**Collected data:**
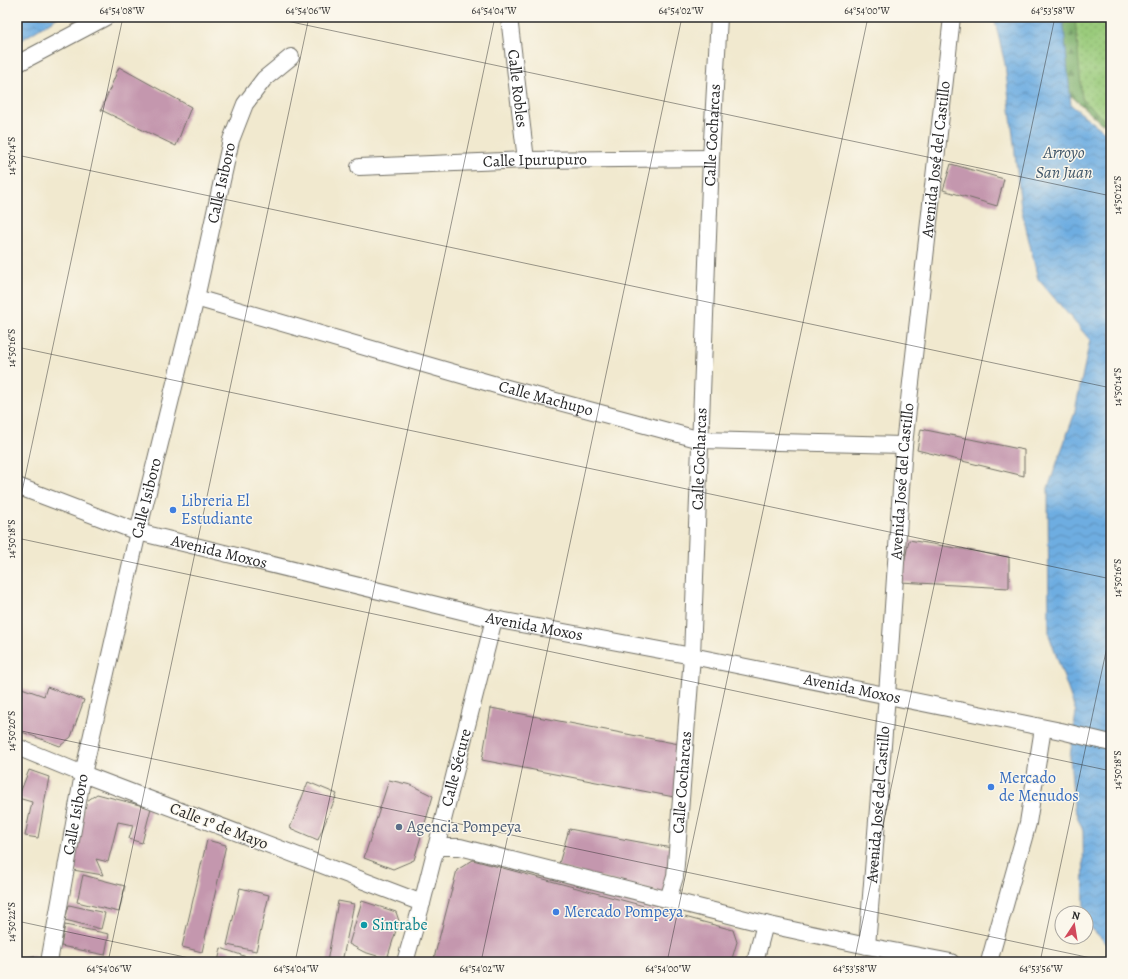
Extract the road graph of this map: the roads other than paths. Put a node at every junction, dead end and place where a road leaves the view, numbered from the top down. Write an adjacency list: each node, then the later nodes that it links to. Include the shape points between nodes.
1 (106, 17): 6 (street)
2 (508, 17): 8 (street, Calle Robles)
3 (719, 17): 7 (street, Calle Cocharcas)
4 (952, 17): 12 (street, Avenida José del Castillo)
5 (291, 58): 10 (street, Calle Isiboro, via 264,79 244,104 231,140)
6 (17, 64)
7 (711, 158): 8 (street, Calle Ipurupuro); 11 (street, Calle Cocharcas)
8 (526, 160): 9 (street, Calle Ipurupuro)
9 (359, 167)
10 (196, 298): 11 (street, Calle Machupo, via 504,387); 14 (street, Calle Isiboro)
11 (701, 440): 12 (street, Calle Machupo); 16 (street, Calle Cocharcas)
12 (904, 445): 17 (street, Avenida José del Castillo)
13 (17, 486): 14 (street, Avenida Moxos)
14 (138, 532): 15 (street, Avenida Moxos); 21 (street, Calle Isiboro)
15 (494, 619): 16 (street, Avenida Moxos); 22 (street, Calle Sécure)
16 (692, 656): 17 (street, Avenida Moxos); 23 (street, Calle Cocharcas, via 675,877)
17 (887, 695): 18 (street, Avenida Moxos); 26 (street, Avenida José del Castillo)
18 (1043, 728): 19 (street, Avenida Moxos); 31 (street, via 1028,823)
19 (1111, 743)
20 (17, 747): 21 (street, Calle 1º de Mayo)
21 (83, 774): 24 (street, Calle 1º de Mayo); 27 (street, Calle Isiboro)
22 (436, 847): 23 (street, via 460,847); 24 (street, Calle Sécure)
23 (668, 899): 25 (street)
24 (422, 903): 28 (street, Calle Sécure)
25 (765, 924): 26 (street); 29 (street)
26 (867, 946): 30 (street)
27 (49, 962)
28 (405, 962)
29 (755, 962)
30 (951, 962)
31 (989, 962)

**Assigned task:**
The result should be every line of the data, reproduced exactly, with the images removed.

**Exercise output:**
Extract the road graph of this map: the roads other than paths. Put a node at every junction, dead end and place where a road leaves the view, numbered from the top down. Write an adjacency list: each node, then the later nodes that it links to. Include the shape points between nodes.
1 (106, 17): 6 (street)
2 (508, 17): 8 (street, Calle Robles)
3 (719, 17): 7 (street, Calle Cocharcas)
4 (952, 17): 12 (street, Avenida José del Castillo)
5 (291, 58): 10 (street, Calle Isiboro, via 264,79 244,104 231,140)
6 (17, 64)
7 (711, 158): 8 (street, Calle Ipurupuro); 11 (street, Calle Cocharcas)
8 (526, 160): 9 (street, Calle Ipurupuro)
9 (359, 167)
10 (196, 298): 11 (street, Calle Machupo, via 504,387); 14 (street, Calle Isiboro)
11 (701, 440): 12 (street, Calle Machupo); 16 (street, Calle Cocharcas)
12 (904, 445): 17 (street, Avenida José del Castillo)
13 (17, 486): 14 (street, Avenida Moxos)
14 (138, 532): 15 (street, Avenida Moxos); 21 (street, Calle Isiboro)
15 (494, 619): 16 (street, Avenida Moxos); 22 (street, Calle Sécure)
16 (692, 656): 17 (street, Avenida Moxos); 23 (street, Calle Cocharcas, via 675,877)
17 (887, 695): 18 (street, Avenida Moxos); 26 (street, Avenida José del Castillo)
18 (1043, 728): 19 (street, Avenida Moxos); 31 (street, via 1028,823)
19 (1111, 743)
20 (17, 747): 21 (street, Calle 1º de Mayo)
21 (83, 774): 24 (street, Calle 1º de Mayo); 27 (street, Calle Isiboro)
22 (436, 847): 23 (street, via 460,847); 24 (street, Calle Sécure)
23 (668, 899): 25 (street)
24 (422, 903): 28 (street, Calle Sécure)
25 (765, 924): 26 (street); 29 (street)
26 (867, 946): 30 (street)
27 (49, 962)
28 (405, 962)
29 (755, 962)
30 (951, 962)
31 (989, 962)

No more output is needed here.